If we instantiate `Rep` with a type argument, this is expanded as was explained
before.
```scala
Rep[String]
```
would expand to
```scala
Rep { type $hkArg$0 = String } # Apply
```
If we instantiate the higher-kinded type with a concrete type constructor (i.e.
a parameterized trait or class), we have to do one extra adaptation to make it
work. The parameterized trait or class has to be eta-expanded so that it
comforms to the `Lambda` bound. For instance,
```scala
type Rep = Set
```
would expand to:
```scala
type Rep = Lambda1 { type Apply = Set[$hkArg$0] }
```
Or,
```scala
type Rep = Map[String, _]
```
would expand to
```scala
type Rep = Lambda1 { type Apply = Map[String, $hkArg$0] }
```
Full example
------------
Consider the higher-kinded `Functor` type class
```scala
class Functor[F[_]] {
def map[A, B](f: A => B): F[A] => F[B]
}
```
This would be represented as follows:
```scala
class Functor[F <: Lambda1] {
def map[A, B](f: A => B): F { type $hkArg$0 = A } # Apply => F { type $hkArg$0 = B } # Apply
}
```
The type `Functor[List]` would be represented as follows
```scala
Functor {
type F = Lambda1 { type Apply = List[$hkArg$0] }
}
```
Now, assume we have a value
```scala
val ml: Functor[List]
```
Then `ml.map` would have type
```scala
s(F { type $hkArg$0 = A } # Apply => F { type $hkArg$0 = B } # Apply)
```
where `s` is the substitution of `[F := Lambda1 { type Apply = List[$hkArg$0] }]`.
This gives:
```scala
Lambda1 { type Apply = List[$hkArg$0] } { type $hkArg$0 = A } # Apply
=> Lambda1 { type Apply = List[$hkArg$0] } { type $hkArg$0 = B } # Apply
```
This type simplifies to:
```scala
List[A] => List[B]
```
Status of `#`
-------------
In the scheme above we have silently assumed that `#` "does the right thing",
i.e. that the types are well-formed and we can collapse a type alias with a `#`
projection, thereby giving us a form of beta reduction.
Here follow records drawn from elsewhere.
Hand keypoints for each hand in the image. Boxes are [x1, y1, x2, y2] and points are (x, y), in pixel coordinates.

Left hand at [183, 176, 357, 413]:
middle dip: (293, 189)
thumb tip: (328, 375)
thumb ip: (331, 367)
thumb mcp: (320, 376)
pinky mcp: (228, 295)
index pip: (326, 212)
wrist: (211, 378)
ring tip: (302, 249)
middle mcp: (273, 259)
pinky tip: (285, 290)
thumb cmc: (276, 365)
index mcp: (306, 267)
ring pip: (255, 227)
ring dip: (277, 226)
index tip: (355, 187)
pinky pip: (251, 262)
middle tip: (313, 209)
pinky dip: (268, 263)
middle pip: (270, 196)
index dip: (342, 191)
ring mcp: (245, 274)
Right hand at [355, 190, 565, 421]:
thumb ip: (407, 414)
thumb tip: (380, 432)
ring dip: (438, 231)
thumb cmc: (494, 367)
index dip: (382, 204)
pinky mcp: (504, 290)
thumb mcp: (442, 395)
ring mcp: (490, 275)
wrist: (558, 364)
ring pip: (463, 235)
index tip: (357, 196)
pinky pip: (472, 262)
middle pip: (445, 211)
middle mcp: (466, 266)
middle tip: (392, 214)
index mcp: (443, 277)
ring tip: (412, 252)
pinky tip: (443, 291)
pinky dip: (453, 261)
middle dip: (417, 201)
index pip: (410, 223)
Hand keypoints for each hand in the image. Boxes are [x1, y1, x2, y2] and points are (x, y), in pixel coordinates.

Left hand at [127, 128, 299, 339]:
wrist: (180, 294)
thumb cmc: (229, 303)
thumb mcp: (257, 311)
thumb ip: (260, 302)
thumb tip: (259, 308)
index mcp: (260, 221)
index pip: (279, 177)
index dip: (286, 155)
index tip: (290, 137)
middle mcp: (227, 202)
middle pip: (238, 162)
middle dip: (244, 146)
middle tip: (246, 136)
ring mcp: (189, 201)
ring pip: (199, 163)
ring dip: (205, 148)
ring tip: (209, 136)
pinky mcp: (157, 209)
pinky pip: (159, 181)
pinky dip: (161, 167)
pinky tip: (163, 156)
In Scala 2.x, this would not work, because `T#X` means `x.X forSome { val x: T
}`. Hence, two occurrences of `Rep[Int]` say, would not be recognized to be
equal because the existential would be opened each time afresh.
In pre-existentials Scala, this would not have worked either. There, `T#X` was
a fundamental type constructor, but was restricted to alias types or classes
for both `T` and `X`. Roughly, `#` was meant to encode Java's inner classes.
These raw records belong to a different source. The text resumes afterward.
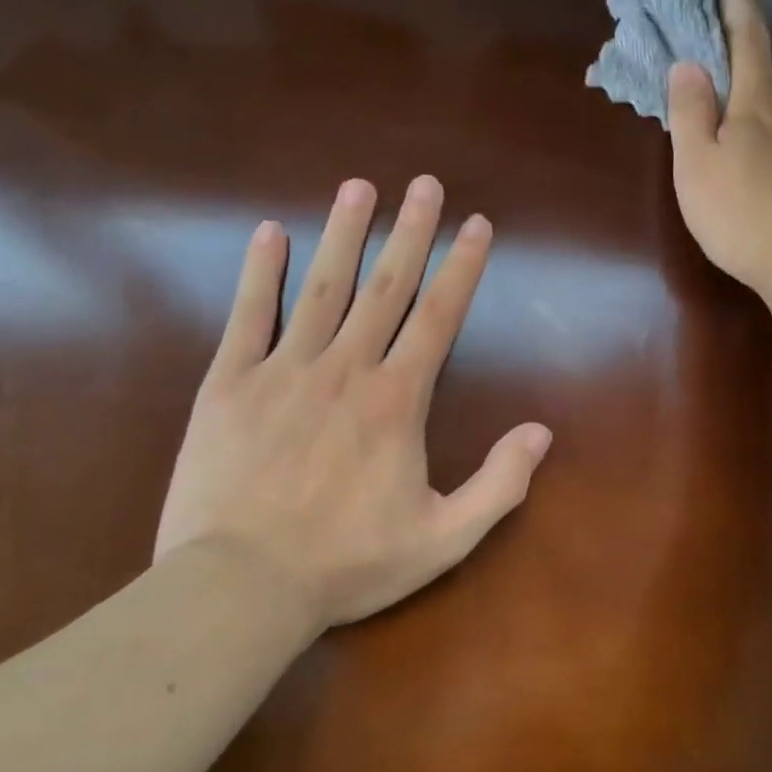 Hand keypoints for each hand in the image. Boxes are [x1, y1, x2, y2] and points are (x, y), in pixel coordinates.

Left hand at [153, 177, 552, 630]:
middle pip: (386, 286)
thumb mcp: (444, 539)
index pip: (440, 316)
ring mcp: (284, 371)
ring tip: (358, 187)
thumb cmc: (348, 564)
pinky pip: (248, 317)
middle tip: (424, 183)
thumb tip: (542, 432)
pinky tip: (269, 234)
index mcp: (397, 401)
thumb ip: (499, 484)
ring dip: (343, 233)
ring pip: (322, 287)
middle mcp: (346, 369)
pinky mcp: (229, 385)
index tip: (476, 223)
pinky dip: (259, 273)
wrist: (240, 588)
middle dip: (410, 231)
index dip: (462, 266)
In Java, given the classes
```scala
class Outer { class Inner }
class Sub1 extends Outer
class Sub2 extends Outer
```
The types `Outer#Inner`, `Sub1#Inner` and `Sub2#Inner` would all exist and be
regarded as equal to each other. But if `Outer` had abstract type members this
would not work, since an abstract type member could be instantiated differently
in `Sub1` and `Sub2`. Assuming that `Sub1#Inner = Sub2#Inner` could then lead
to a soundness hole. To avoid soundness problems, the types in `X#Y` were
restricted so that `Y` was (an alias of) a class type and `X` was (an alias of)
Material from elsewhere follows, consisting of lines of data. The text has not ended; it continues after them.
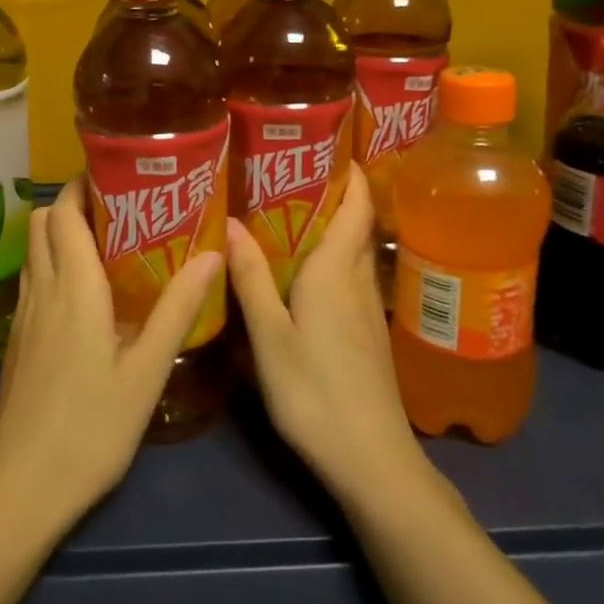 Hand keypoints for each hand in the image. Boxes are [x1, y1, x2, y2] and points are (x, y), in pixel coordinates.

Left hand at [0, 178, 223, 533]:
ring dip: (61, 232)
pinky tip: (87, 293)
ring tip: (109, 241)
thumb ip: (178, 308)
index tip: (116, 174)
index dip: (83, 184)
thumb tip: (212, 254)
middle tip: (120, 208)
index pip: (65, 212)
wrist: (23, 488)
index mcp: (74, 288)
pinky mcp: (17, 340)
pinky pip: (33, 280)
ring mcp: (23, 316)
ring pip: (35, 250)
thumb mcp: (146, 370)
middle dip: (73, 202)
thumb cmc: (92, 427)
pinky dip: (54, 264)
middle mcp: (42, 290)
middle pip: (43, 222)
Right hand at [227, 167, 425, 503]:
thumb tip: (231, 221)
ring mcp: (367, 311)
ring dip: (332, 227)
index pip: (356, 207)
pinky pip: (349, 279)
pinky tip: (304, 273)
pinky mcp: (367, 335)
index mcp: (335, 273)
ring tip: (289, 212)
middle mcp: (357, 282)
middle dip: (334, 194)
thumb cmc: (316, 393)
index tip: (331, 144)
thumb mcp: (271, 338)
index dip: (351, 173)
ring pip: (352, 254)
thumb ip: (252, 280)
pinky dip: (331, 260)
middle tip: (290, 172)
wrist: (372, 460)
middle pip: (355, 226) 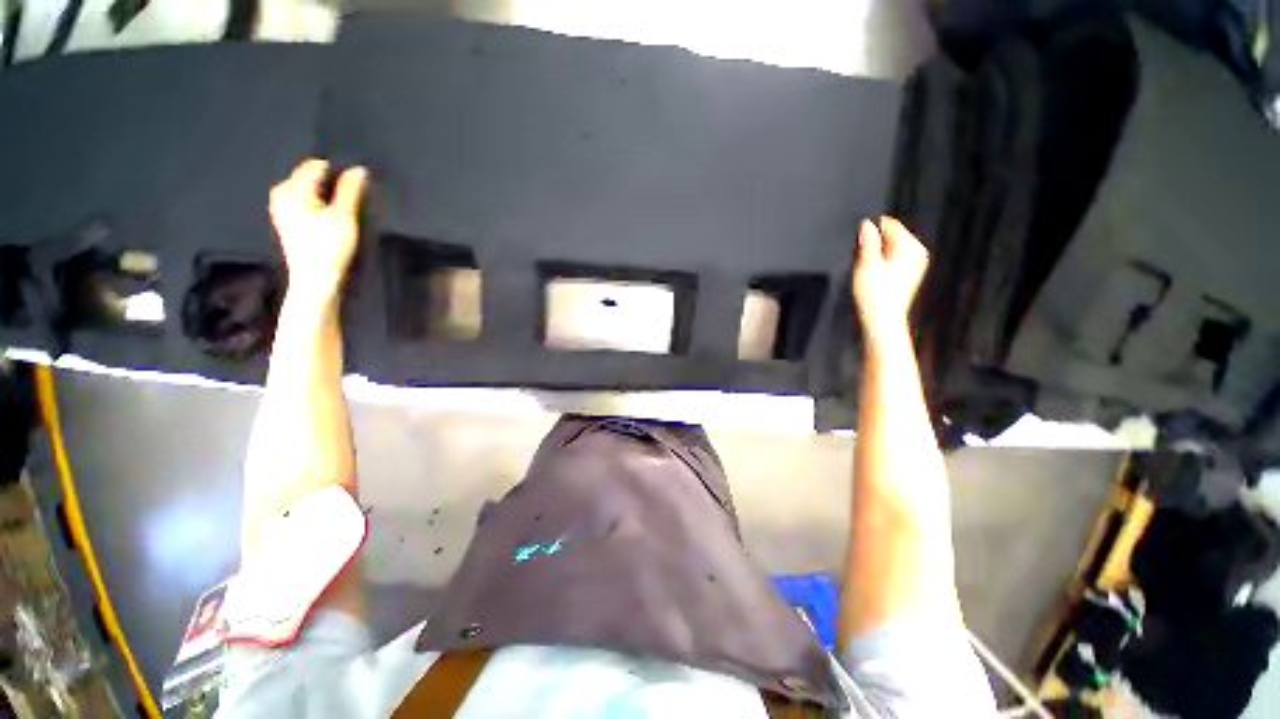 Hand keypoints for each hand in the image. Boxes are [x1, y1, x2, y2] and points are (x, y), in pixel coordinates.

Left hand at [269, 159, 368, 303]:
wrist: (315, 279)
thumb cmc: (329, 246)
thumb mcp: (344, 216)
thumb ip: (350, 190)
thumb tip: (359, 169)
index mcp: (292, 188)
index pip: (317, 166)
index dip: (338, 173)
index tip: (355, 188)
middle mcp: (282, 192)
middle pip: (311, 177)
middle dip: (331, 184)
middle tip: (352, 201)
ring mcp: (282, 207)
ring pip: (309, 191)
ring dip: (327, 196)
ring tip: (343, 211)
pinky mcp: (288, 221)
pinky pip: (305, 202)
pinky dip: (319, 206)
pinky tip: (330, 220)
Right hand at [852, 216, 928, 343]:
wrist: (882, 319)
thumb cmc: (877, 295)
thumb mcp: (867, 263)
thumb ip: (867, 240)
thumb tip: (866, 225)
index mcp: (912, 247)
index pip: (889, 225)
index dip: (870, 233)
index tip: (859, 246)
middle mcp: (917, 254)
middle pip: (889, 239)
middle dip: (873, 247)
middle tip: (863, 264)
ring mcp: (914, 266)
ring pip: (887, 252)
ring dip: (874, 258)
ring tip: (867, 274)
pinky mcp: (907, 277)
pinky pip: (889, 263)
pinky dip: (879, 268)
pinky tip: (872, 279)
a class type with no abstract type members.
I believe we can go back to regarding `T#X` as a fundamental type constructor,
the way it was done in pre-existential Scala, but with the following relaxed
restriction:
> In a type selection `T#x`, `T` is not allowed to have any abstract members different from `X`
This would typecheck the higher-kinded types examples, because they only
project with `# Apply` once all `$hkArg$` type members are fully instantiated.
It would be good to study this rule formally, trying to verify its soundness.